The resulting bimodal slurry is cast into a Plaster of Paris mold incorporating a cavity having roughly the desired stage dimensions. When consolidation is complete, the part is stripped from the mold and dried at 60° C. for a minimum of 8 hours to form a green article. After drying, the green article is fired at a temperature of 2450° C. in an argon atmosphere with a soak time of 8 hours.

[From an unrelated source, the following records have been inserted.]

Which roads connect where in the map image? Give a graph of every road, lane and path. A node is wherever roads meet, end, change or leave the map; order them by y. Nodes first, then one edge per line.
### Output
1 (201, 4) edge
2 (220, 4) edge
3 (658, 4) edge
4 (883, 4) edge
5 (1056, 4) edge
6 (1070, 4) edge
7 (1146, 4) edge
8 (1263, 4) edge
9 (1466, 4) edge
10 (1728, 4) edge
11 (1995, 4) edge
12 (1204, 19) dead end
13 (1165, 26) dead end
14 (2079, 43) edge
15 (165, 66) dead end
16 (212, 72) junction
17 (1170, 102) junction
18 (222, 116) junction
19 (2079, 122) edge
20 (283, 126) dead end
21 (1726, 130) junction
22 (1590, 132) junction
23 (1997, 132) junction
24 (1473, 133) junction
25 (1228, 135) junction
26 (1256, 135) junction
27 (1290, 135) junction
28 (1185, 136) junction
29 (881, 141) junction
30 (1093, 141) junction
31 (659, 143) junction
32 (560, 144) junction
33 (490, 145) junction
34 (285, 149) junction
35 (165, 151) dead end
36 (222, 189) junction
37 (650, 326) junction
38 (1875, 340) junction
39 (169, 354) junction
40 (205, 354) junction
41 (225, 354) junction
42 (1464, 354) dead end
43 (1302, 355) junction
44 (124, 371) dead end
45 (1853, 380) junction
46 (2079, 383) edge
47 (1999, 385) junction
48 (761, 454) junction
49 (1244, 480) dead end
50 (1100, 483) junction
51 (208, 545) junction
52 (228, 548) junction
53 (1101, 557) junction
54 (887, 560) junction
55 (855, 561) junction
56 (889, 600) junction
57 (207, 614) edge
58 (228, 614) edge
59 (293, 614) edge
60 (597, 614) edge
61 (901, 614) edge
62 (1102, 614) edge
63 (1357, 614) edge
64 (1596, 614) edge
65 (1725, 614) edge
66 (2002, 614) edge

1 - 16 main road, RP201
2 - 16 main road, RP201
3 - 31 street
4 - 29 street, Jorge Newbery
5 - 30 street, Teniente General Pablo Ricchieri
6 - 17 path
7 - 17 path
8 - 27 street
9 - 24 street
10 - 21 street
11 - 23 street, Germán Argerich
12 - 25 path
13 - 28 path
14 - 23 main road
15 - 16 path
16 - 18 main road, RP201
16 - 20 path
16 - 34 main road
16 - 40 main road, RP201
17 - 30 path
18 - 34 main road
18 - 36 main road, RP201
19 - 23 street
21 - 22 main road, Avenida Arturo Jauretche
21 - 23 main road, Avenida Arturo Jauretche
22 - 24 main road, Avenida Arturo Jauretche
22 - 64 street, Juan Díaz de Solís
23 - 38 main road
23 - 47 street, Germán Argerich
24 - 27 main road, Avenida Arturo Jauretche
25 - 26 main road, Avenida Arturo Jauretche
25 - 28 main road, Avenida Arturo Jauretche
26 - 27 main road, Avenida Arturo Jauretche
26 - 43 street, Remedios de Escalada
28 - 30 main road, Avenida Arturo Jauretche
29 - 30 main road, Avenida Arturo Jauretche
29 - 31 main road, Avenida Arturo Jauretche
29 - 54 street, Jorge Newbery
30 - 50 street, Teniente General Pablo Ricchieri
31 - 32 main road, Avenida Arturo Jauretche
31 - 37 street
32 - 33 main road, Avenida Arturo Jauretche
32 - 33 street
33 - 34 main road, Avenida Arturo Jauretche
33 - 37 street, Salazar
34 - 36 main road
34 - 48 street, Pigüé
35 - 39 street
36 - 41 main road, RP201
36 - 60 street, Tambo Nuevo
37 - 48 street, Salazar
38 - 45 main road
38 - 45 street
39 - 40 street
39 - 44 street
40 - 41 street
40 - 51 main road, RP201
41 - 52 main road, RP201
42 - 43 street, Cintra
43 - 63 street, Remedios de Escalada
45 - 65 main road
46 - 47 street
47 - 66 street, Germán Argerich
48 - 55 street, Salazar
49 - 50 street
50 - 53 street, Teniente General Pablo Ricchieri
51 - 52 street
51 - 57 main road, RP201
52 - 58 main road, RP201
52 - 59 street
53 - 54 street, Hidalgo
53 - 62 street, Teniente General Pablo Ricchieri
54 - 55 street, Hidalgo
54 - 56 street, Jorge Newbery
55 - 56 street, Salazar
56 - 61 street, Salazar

After firing the green article, the stage is coated with a layer of plasma sprayed Cr2O3 which forms a skin layer having an average thickness of 150 microns. This resulted in closing the porosity at the surface, making the article smoother and more dense. The resulting volume resistivity (Rv) of the electrostatic dissipative skin layer is 2.4E7 Ωcm.

Comparative Example 1

A monolithic stage for forming LCD articles thereon is made using the following process. The process for forming the stage in Example 2 is followed except that after firing the article is not spray coated with a layer of Cr2O3. The resulting product had a density of 2.75 g/cc, 15 vol % porosity, and a volume resistivity (Rv) of 2.0E3 Ωcm.

Comparative Example 2

A stage having a layered structure for forming LCD articles thereon is made using the following process. The process for forming the stage in Comparative Example 1 is followed, but after firing the green article, the fired article is coated with a layer of chemically vapor deposited (CVD) silicon carbide to form a skin layer over the substrate. The skin layer has an average thickness of 150 microns. This resulted in closing the porosity at the surface of the substrate, making the article smoother and more dense. The volume resistivity of the skin layer of the layered stage is 1.0E2 Ωcm.

Referring now to FIGS. 8-10, plots are provided that illustrate the volume resistivity over a range of voltages for 17 samples made in accordance with the process of Example 1, including grinding with 320 grit to remove approximately 200 microns of material from the surface.2. Each of the samples were measured using a Keithley 6517A Electrometer (S/N 0776902) with Keithley Model 6524 software (Hi-R test), using two, 2.54 cm diameter conductive rubber contacts in direct contact with the samples and connected to two 2.54 cm diameter electrodes.

In particular, FIGS. 8-10 illustrate the volume resistivity for 17 samples measured at different voltages, wherein the plot of FIG. 8 illustrates the volume resistivity of the 17 samples measured at an applied voltage of 1 V, FIG. 9 illustrates the volume resistivity of the same 17 samples measured at an applied voltage of 10 V, and FIG. 10 illustrates the volume resistivity of the 17 samples measure at an applied voltage of 100V. The samples had resistivities within a range between 1E7 Ohm cm and 5E8 Ohm cm across the range of applied voltages, demonstrating consistent volume resistivity values suitable for ESD dissipative applications. Moreover, the samples had superior resistivity capabilities over a range of applied voltages, demonstrating the capability for dissipating electrostatic discharges occurring over a wide range of voltages.

While the invention has been illustrated and described in the context of specific embodiments, it is not intended to be limited to the details shown, since various modifications and substitutions can be made without departing in any way from the scope of the present invention. For example, additional or equivalent substitutes can be provided and additional or equivalent production steps can be employed. As such, further modifications and equivalents of the invention herein disclosed may occur to persons skilled in the art using no more than routine experimentation, and all such modifications and equivalents are believed to be within the scope of the invention as defined by the following claims.